**DATA EXTRACT:**
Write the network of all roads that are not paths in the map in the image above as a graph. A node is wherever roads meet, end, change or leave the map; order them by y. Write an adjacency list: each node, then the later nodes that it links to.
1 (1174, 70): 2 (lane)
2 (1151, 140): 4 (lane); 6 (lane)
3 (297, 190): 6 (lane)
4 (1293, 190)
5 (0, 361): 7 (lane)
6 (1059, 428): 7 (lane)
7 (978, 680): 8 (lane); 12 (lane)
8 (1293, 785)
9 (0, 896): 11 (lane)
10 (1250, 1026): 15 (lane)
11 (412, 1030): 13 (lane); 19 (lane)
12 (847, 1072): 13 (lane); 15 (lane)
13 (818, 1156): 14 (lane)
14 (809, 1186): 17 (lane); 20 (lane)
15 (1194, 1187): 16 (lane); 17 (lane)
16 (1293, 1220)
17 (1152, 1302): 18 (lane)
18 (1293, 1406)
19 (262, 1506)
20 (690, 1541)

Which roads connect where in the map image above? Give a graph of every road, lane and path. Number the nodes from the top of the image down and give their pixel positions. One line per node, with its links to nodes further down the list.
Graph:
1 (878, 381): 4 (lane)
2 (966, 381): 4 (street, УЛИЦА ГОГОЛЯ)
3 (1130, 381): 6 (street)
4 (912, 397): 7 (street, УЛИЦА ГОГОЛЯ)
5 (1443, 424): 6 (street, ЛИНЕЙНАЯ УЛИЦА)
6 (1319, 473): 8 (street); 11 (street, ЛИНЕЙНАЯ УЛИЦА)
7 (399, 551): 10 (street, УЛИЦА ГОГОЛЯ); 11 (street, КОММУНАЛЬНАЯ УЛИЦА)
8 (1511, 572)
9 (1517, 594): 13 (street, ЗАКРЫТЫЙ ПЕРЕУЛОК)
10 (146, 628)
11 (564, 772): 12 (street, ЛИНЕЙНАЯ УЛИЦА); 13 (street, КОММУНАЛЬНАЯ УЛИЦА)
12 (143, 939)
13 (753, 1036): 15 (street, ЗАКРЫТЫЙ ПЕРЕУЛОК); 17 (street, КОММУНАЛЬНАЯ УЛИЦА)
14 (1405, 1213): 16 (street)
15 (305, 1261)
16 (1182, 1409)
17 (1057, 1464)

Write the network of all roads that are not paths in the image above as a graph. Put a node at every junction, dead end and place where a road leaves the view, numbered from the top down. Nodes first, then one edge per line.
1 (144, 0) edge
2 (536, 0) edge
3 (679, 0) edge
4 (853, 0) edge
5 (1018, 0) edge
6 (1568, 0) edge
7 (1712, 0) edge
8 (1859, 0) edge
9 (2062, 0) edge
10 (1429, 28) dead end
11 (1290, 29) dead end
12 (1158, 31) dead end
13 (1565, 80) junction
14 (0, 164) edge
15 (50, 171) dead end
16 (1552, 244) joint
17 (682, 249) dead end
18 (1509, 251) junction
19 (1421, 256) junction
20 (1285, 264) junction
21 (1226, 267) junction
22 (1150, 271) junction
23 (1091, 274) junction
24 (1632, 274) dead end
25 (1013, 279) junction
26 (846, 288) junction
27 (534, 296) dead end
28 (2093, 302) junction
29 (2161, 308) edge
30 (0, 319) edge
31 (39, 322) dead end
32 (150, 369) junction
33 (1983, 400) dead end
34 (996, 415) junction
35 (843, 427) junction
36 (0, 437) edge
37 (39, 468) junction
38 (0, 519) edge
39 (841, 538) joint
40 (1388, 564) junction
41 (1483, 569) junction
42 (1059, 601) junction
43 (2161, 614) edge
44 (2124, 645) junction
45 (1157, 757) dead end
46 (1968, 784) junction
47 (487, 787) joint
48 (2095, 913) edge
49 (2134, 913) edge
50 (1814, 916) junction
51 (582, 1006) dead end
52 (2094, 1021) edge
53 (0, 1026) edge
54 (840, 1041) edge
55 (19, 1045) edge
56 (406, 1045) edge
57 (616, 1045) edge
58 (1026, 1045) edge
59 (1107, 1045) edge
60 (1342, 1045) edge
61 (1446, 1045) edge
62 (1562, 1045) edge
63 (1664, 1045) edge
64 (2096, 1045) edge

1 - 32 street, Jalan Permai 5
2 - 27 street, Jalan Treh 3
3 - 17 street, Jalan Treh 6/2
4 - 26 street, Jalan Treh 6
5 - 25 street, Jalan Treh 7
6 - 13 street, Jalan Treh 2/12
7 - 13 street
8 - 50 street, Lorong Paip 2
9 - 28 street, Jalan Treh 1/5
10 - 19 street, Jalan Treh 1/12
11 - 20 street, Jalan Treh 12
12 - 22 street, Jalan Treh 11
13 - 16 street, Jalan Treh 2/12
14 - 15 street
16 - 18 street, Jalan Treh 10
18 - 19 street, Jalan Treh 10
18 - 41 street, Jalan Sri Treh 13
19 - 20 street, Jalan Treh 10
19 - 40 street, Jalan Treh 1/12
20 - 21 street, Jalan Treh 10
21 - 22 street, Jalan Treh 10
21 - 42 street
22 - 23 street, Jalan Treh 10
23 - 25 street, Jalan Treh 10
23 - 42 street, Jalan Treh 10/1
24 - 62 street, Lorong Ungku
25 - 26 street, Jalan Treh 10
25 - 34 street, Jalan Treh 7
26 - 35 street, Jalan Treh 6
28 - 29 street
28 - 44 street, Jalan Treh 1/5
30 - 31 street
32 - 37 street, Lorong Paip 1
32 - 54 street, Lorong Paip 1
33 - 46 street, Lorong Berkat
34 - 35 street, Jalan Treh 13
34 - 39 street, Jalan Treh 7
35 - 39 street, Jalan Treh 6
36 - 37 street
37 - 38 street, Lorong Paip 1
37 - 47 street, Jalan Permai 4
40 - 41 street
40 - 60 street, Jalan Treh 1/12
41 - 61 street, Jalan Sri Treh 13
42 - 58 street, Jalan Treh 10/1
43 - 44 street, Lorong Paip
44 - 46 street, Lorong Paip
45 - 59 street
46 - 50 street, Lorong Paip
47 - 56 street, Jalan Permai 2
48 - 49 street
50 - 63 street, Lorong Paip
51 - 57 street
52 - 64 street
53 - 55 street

**EXERCISE GOAL:** The lines to return are those with the string "Write" in them; copy each from the entries above.

**ANSWER BOX:**
Write the network of all roads that are not paths in the map in the image above as a graph. A node is wherever roads meet, end, change or leave the map; order them by y. Write an adjacency list: each node, then the later nodes that it links to.
Write the network of all roads that are not paths in the image above as a graph. Put a node at every junction, dead end and place where a road leaves the view, numbered from the top down. Nodes first, then one edge per line.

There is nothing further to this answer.